Importantly, CD4 + and CD8 + T cell cytokines were significantly diminished in COVID-19 patients as compared to healthy controls, and subverted T cell composition and/or homeostasis were also suggested to share in COVID-19 pathogenesis, and IL-6 was implied to induce this immunopathological process in patients suffering from severe or critical COVID-19 [2, 3]. As an explanation, SARS CoV-2 was suggested to dysregulate the antiviral immune response at an early stage leading to number depletion and functional exhaustion of NK and CD8 + T cells which were restored in those who survived, and a recommendation to improve the immune response at the early stage of SARS CoV-2 infection was concluded [4].

However, though a variable immunological response was suggested to predict mortality in COVID-19 patients and Th2, Th17 cell, and Treg percentages were significantly lower in deceased COVID-19 cases than recovered and healthy control [5], yet COVID-19’s high morbidity and mortality were still suggested to be related to low Th1 immunity [6], and spike-specific Th1 cells capable of IL7-dependent homeostatic proliferation were shown to predict survival from severe COVID-19 [7]. Similarly, un-sustained effective Th1 response and dominant Th2 response were demonstrated, in a prospective cohort of patients, to be related to a worse COVID-19 prognosis [8], and we suggest that their observed higher levels of IFN-γ related to mortality might be, similar to other types of interferons, induced in critically ill patients in a final futile attempt to tune the untuned antiviral immunity [9] that exacerbate, instead of ameliorate, the induced immunopathic damage [10], and we would like to emphasize defective interferon response as a major culprit responsible for COVID-19 deterioration [11, 12].

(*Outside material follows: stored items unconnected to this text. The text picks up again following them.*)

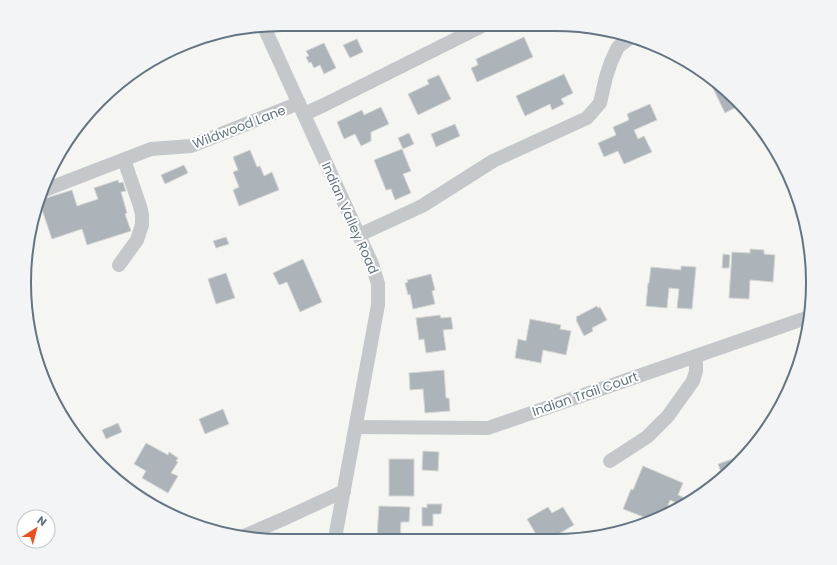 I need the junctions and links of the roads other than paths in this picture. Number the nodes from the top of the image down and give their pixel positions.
1 (472, 31) edge
2 (266, 32) edge
3 (625, 41) edge
4 (302, 109) junction
5 (124, 160) junction
6 (49, 188) edge
7 (359, 235) junction
8 (119, 265) dead end
9 (803, 319) edge
10 (696, 356) junction
11 (356, 426) junction
12 (610, 461) dead end
13 (344, 491) junction
14 (253, 532) edge
15 (336, 534) edge

1 - 4 street, Wildwood Lane
2 - 4 street, Indian Valley Road
3 - 7 street
4 - 5 street, Wildwood Lane
4 - 7 street, Indian Valley Road
5 - 6 street, Wildwood Lane
5 - 8 street
7 - 11 street, Indian Valley Road
9 - 10 street, Indian Trail Court
10 - 11 street, Indian Trail Court
10 - 12 street
11 - 13 street, Indian Valley Road
13 - 14 street
13 - 15 street, Indian Valley Road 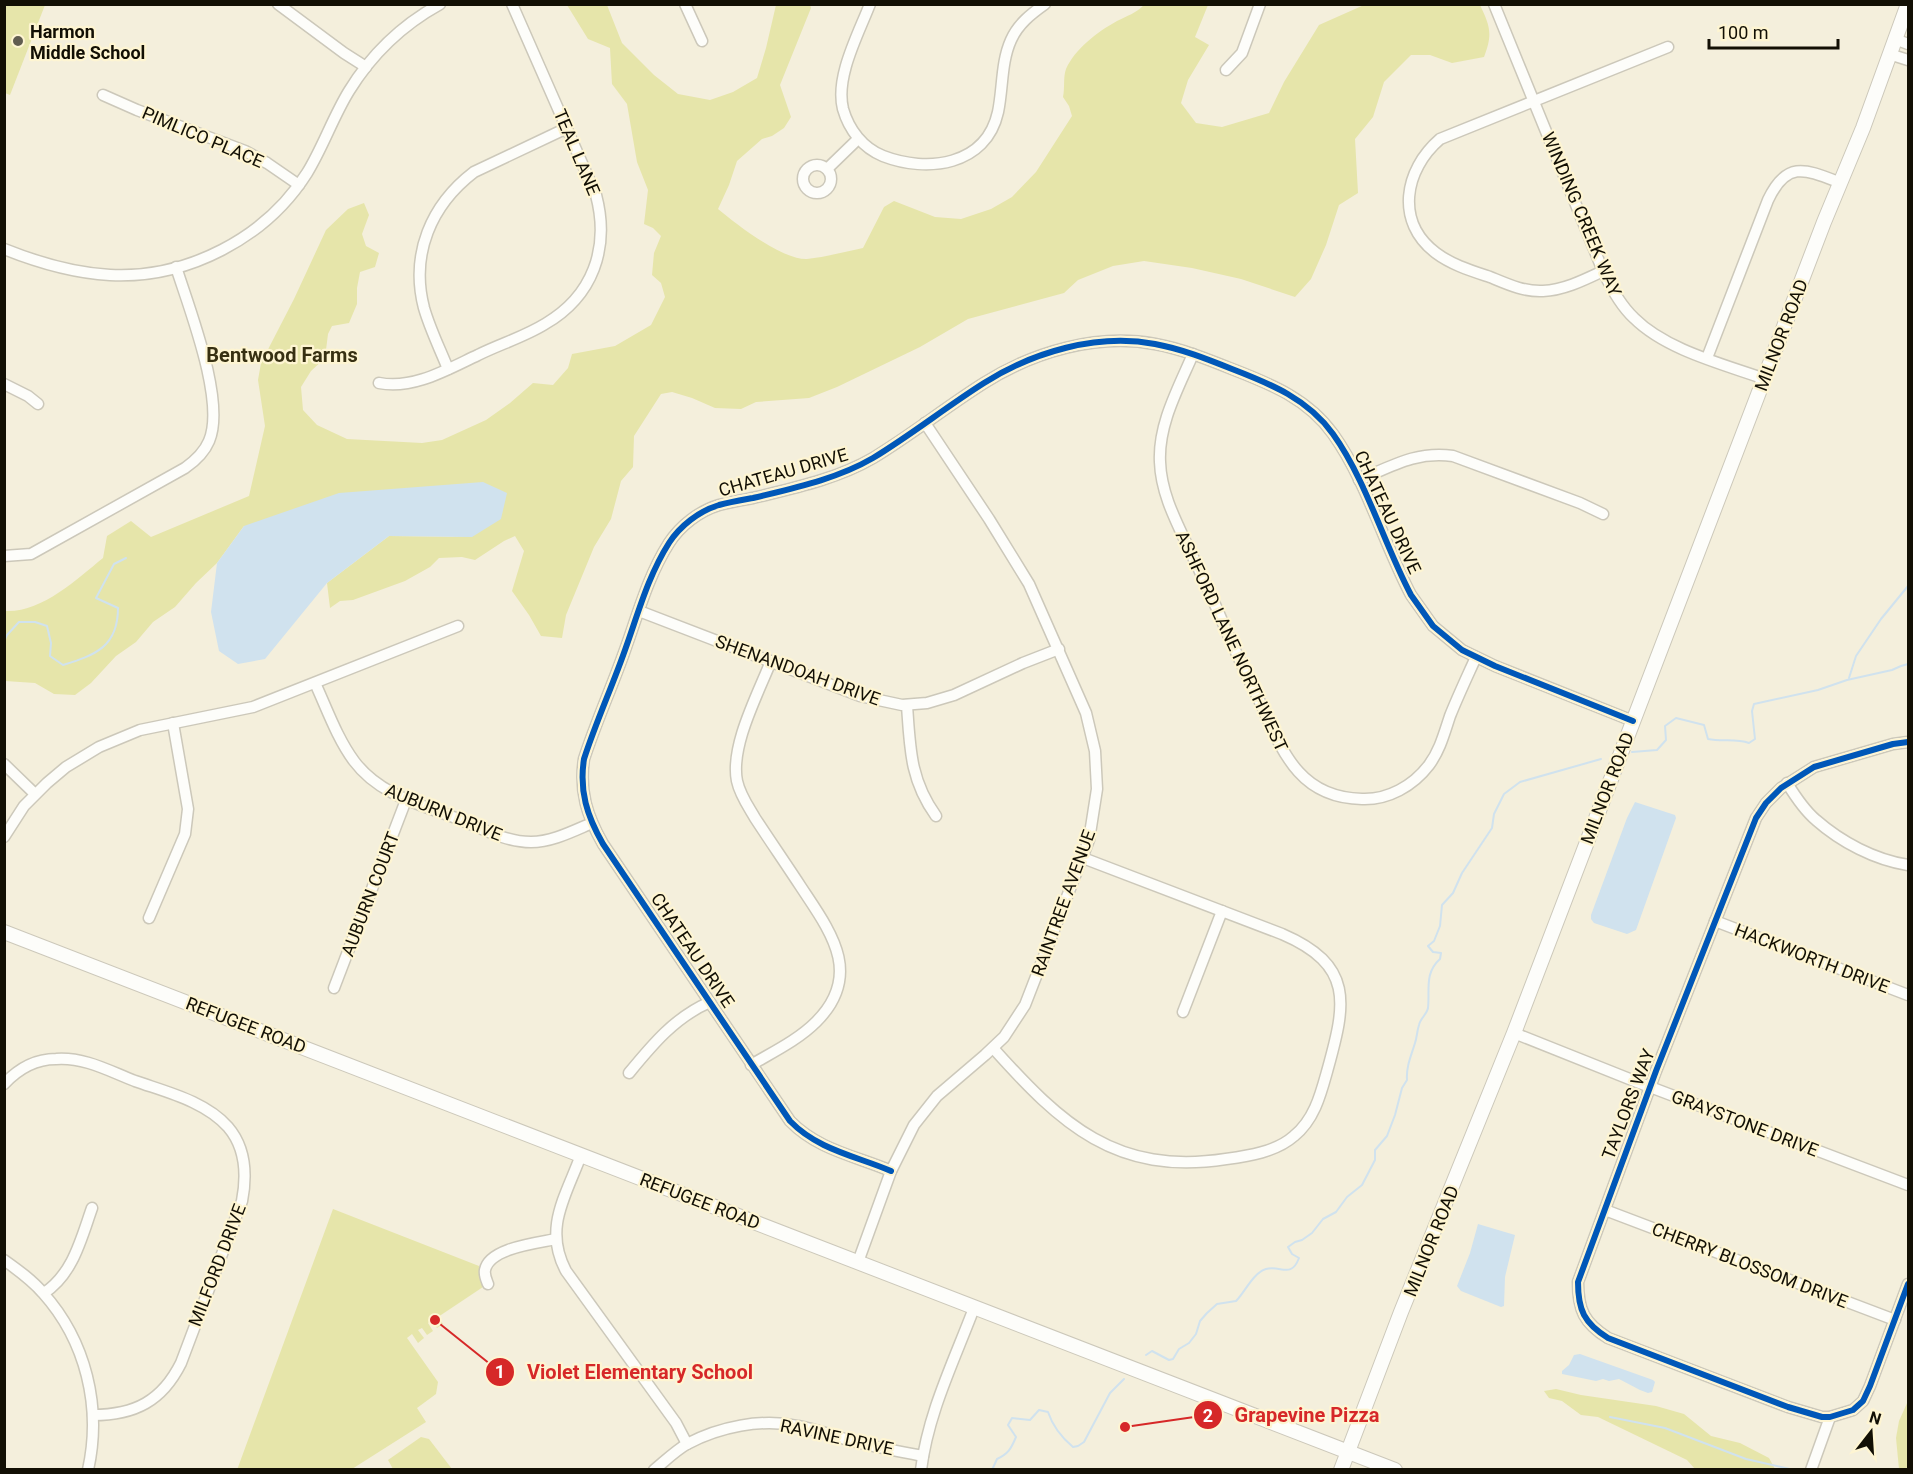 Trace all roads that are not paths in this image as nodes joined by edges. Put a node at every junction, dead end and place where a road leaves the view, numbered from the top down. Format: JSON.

In another explanation to the various clinical outcomes, ACE2 was suggested to regulate the immune response in SARS and SARS CoV-2 including activation of B cells, macrophages, Th1 cells and the inhibition of Treg cells and CD8 + T cells[13] and ACE2 [14] and other discovered [15] and potentially yet to be discovered genetic polymorphisms e.g. CARD 14 [16] might be reflected through different T cell virus specific and other immunological responses. Thus, while some SARS CoV-2 exposed patients would remain symptoms-free, including asymptomatic seronegative COVID-19 patients [17], others suffer from mild-moderate or severe COVID-19. Similarly, some COVID-19 patients will recover smoothly, while others complain of COVID-19 associated autoimmune complications [18] which are hypothesized to be due to transient immunosuppression of the innate and acquired immunity [19].

Thus, we have suggested a new terminology for SARS CoV-2 induced dysregulated immune response, monocytic dysrhythmia [11], to be noted that an imbalanced immune-inflammatory response was previously described to drive the development of COVID-19 [20]. Meanwhile, we preferred the term dysrhythmia over dysregulation as we postulate that tuning the immune response deserves more research work that might lead to novel highly needed immunotherapeutic drugs.

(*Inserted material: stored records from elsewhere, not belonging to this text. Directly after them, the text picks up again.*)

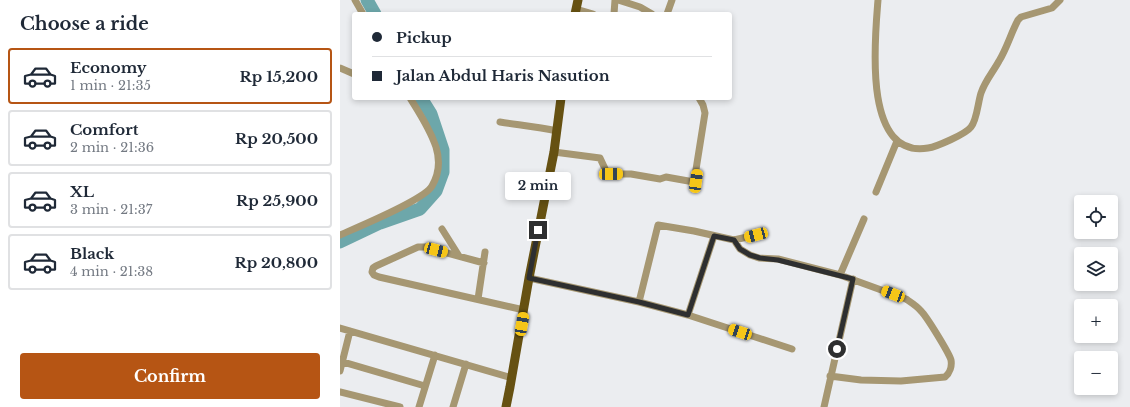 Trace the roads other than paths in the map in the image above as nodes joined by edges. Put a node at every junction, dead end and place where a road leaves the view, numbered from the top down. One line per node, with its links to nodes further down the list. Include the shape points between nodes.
1 (355, 0): 8 (street)
2 (578, 0): 9 (main road)
3 (615, 0): 10 (street)
4 (618, 0): 11 (street)
5 (672, 0): 12 (street)
6 (878, 0): 20 (street, via 874,44 876,94 884,121)
7 (1060, 0): 20 (street, via 1052,8 1018,20 981,93 970,129 940,144 922,149 904,146)
8 (362, 12)
9 (576, 12)
10 (614, 12)
11 (649, 12)
12 (668, 12)
13 (340, 68): 14 (street)
14 (352, 73)
15 (410, 100): 25 (street, via 425,123 436,148 439,165 432,186 422,196)
16 (561, 100): 19 (main road)
17 (700, 100): 21 (street, via 705,113 694,182 666,177 660,179 631,174 608,174 600,158)
18 (500, 122): 19 (street)
19 (557, 131): 21 (main road)
20 (897, 141): 22 (street)
21 (554, 152): 33 (main road)
22 (876, 192)
23 (864, 219): 32 (street)
24 (442, 229): 30 (street)
25 (340, 235)
26 (756, 235): 28 (street)
27 (714, 236): 28 (street); 36 (street, via 657,225); 38 (street)
28 (734, 240): 32 (street, via 740,249 750,255)
29 (485, 252): 31 (street)
30 (459, 256): 31 (street); 35 (street, via 418,247 376,266 372,272 379,277)
31 (484, 263): 35 (street)
32 (840, 275): 34 (street)
33 (529, 278): 36 (street); 37 (main road)
34 (853, 279): 46 (street); 46 (street, via 916,306 950,357 951,367 945,377 934,379 891,381)
35 (478, 300): 37 (street)
36 (639, 302): 38 (street)
37 (524, 310): 47 (main road)
38 (688, 315): 41 (street)
39 (340, 328): 40 (street)
40 (350, 331): 42 (street); 43 (street)
41 (792, 349)
42 (435, 355): 44 (street); 48 (street)
43 (341, 361): 45 (street); 48 (street)
44 (466, 364): 47 (street); 52 (street)
45 (340, 371)
46 (830, 376): 54 (street)
47 (512, 378): 53 (main road)
48 (425, 386): 51 (street)
49 (340, 392): 50 (street)
50 (400, 407)
51 (419, 407)
52 (453, 407)
53 (506, 407)
54 (824, 407)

Notably, we suggested to name para COVID syndrome [21] preferring it to post COVID to embrace a potential that SARS CoV-2 might induce immune-mediated disorders whether before or after recovery as well as it might persist latent, for yet unspecified period, in some cells and tissues [22] to induce, at least some of, what is currently being described of several post COVID-19 diseases affecting the nervous system [23, 24]. Para COVID might also describe immunological reactivation of various types of herpes viruses which are described in critically ill COVID-19 patients [25], and we recommend further investigations to assess potential SARS CoV-2 direct latency or indirect persistent functional dysrhythmia, respectively, in some immune cells such as the migrating interstitial macrophages [26, 27]. Obviously, SARS CoV-2 is known to possess several adaptive and immune evasive differences from other coronaviruses, and our knowledge about RNA viruses and their capabilities to remain latent for long duration is still evolving; thus, SARS CoV-2 potential latency might eventually resemble the newly described latent Ebola virus (https://www.sciencemag.org/news/2021/03/new-ebola-outbreak-likely-sparked-person-infected-5-years-ago).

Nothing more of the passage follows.